# HELP!!!with weight gain!



## Odin (Jan 26, 2006)

Hey I was wondering if anyone had any tips for wieghtgaining?im 72.5kg at the monment but need to gain another 10kg to fight at the level I want to ,does anyone know any good diets or trainign tips that would be helpfull to me,please not though I do not want to be loaded with flab!!!


----------



## MJS (Jan 26, 2006)

You might find some helpful hints with these links:

http://www.bodybuilding.com/fun/stella9.htm

http://www.skinnyguy.net/eating.html

This is a start.  In addition to the food, you will want to also include a weight lifting routine.

Mike


----------



## Odin (Jan 26, 2006)

MJS said:
			
		

> You might find some helpful hints with these links:
> 
> http://www.bodybuilding.com/fun/stella9.htm
> 
> ...


Thanks man,Ive already on a weight lifting routine infact,Ive been lifting weights for a year,im toned to perfection just want to put on some pounds inorder to fight.

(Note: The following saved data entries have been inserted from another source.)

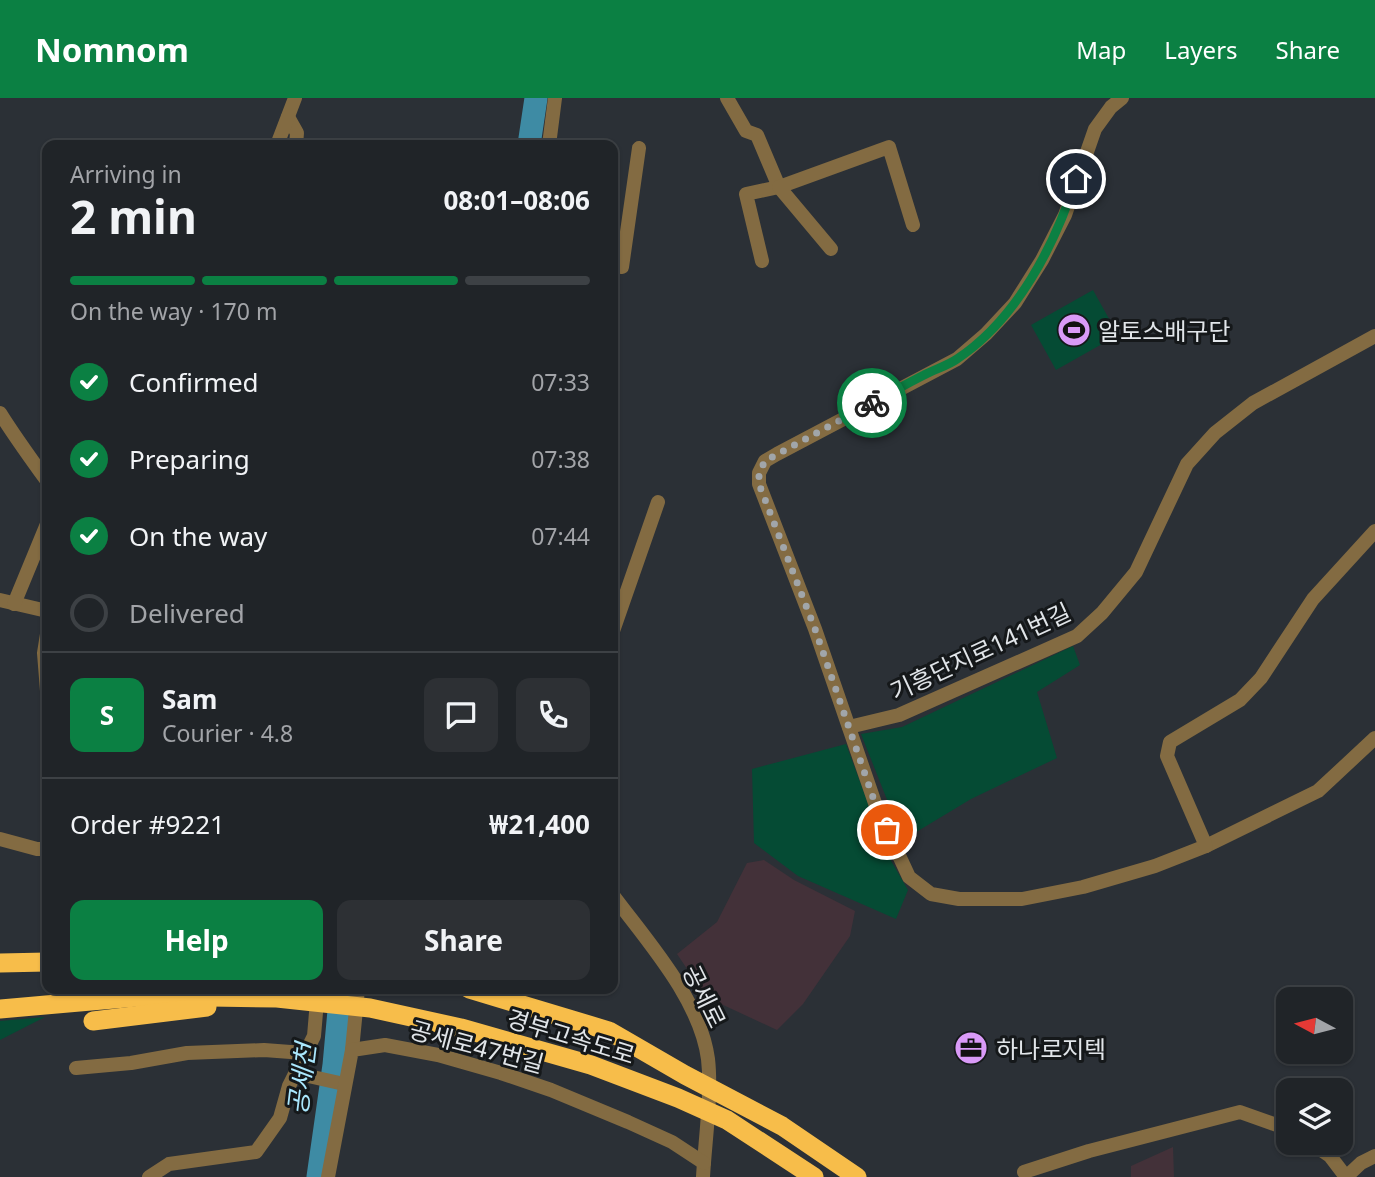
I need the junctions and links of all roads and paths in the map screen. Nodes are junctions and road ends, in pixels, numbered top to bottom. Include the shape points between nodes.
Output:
1 (295, 98) edge
2 (555, 98) edge
3 (727, 98) edge
4 (1122, 98) edge
5 (288, 117) junction
6 (279, 140) edge
7 (296, 140) edge
8 (550, 140) edge
9 (639, 148) dead end
10 (779, 187) junction
11 (913, 225) dead end
12 (831, 249) dead end
13 (762, 261) dead end
14 (618, 267) edge
15 (1375, 336) edge
16 (0, 414) edge
17 (42, 473) edge
18 (658, 502) dead end
19 (1375, 531) edge
20 (42, 534) edge
21 (7, 602) edge
22 (42, 610) edge
23 (618, 617) edge
24 (849, 727) junction
25 (1375, 738) edge
26 (0, 839) edge
27 (1206, 846) junction
28 (42, 849) edge
29 (618, 902) edge
30 (42, 962) edge
31 (0, 963) edge
32 (358, 994) edge
33 (486, 994) edge
34 (312, 995) edge
35 (277, 998) junction
36 (0, 1009) edge
37 (93, 1021) dead end
38 (352, 1050) junction
39 (304, 1053) junction
40 (76, 1068) dead end
41 (296, 1073) junction
42 (344, 1084) junction
43 (1276, 1125) edge
44 (1329, 1155) edge
45 (1375, 1156) edge
46 (704, 1170) edge
47 (1024, 1172) dead end
48 (149, 1177) edge
49 (328, 1177) edge
50 (814, 1177) edge
51 (856, 1177) edge
52 (1346, 1177) edge

1 - 5 street
2 - 8 street
3 - 10 street via 746,131 757,135
4 - 24 street via 1095,129 1065,215 1042,260 1016,303 986,334 957,359 765,461 759,473 759,484
5 - 6 street
5 - 7 street
9 - 14 street via 622,267
10 - 11 street via 889,147
10 - 12 street
10 - 13 street via 746,194
15 - 24 street, 기흥단지로141번길 via 1253,403 1215,433 1187,464 1136,572 1077,636 900,715
16 - 17 street
18 - 23 street
19 - 27 street via 1313,599 1261,678 1240,700 1170,742 1167,756
20 - 21 street
21 - 22 street
24 - 27 street via 876,806 909,877 931,894 1022,899 1083,887
25 - 27 street via 1318,791
26 - 28 street
29 - 46 street, 공세로 via 670,972 696,1018 708,1059
30 - 31 highway
32 - 38 street
33 - 51 highway, 경부고속도로 via 609,1031 782,1126
34 - 35 highway, 경부고속도로
34 - 39 street via 314,1036
34 - 50 highway, 경부고속도로 via 461,1028 591,1065 727,1120
35 - 36 highway, 경부고속도로 via 148,996
35 - 37 highway
38 - 42 street
38 - 46 street, 공세로47번길 via 385,1045 514,1077 672,1142
39 - 40 street via 187,1053
39 - 41 street
41 - 42 street
41 - 48 street via 280,1118 256,1152 169,1164
42 - 49 street
43 - 47 street via 1240,1112
44 - 52 street
45 - 52 street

cheers though I'll check them sites out.


----------



## Andrew Green (Jan 26, 2006)

Try the Library here http://www.martialtalk.com/forum/showthread.php?threadid=1109

Under "Fitness FAQS:" there are a few articles that will get you started


----------



## Eternal Beginner (Jan 26, 2006)

Odin said:
			
		

> Hey I was wondering if anyone had any tips for wieghtgaining?im 72.5kg at the monment but need to gain another 10kg to fight at the level I want to ,does anyone know any good diets or trainign tips that would be helpfull to me,please not though I do not want to be loaded with flab!!!



Best bet?  Get a good nutritionist.  My husband always had problems with being underweight.  With a personal trainer who guided him in his weigh-training techniques he was putting on some weight but he made HUGE strides once he met with a sports nutritionist.

He went from struggling to stay at about 170'ish to a solid 190 within a very short time.  

One or two visits with a nutritionist doesn't cost all that much but will be worth it in the long term with goals achieved more efficiently, healthier eating habits and training with the proper fuels in your body.


----------



## TigerWoman (Jan 26, 2006)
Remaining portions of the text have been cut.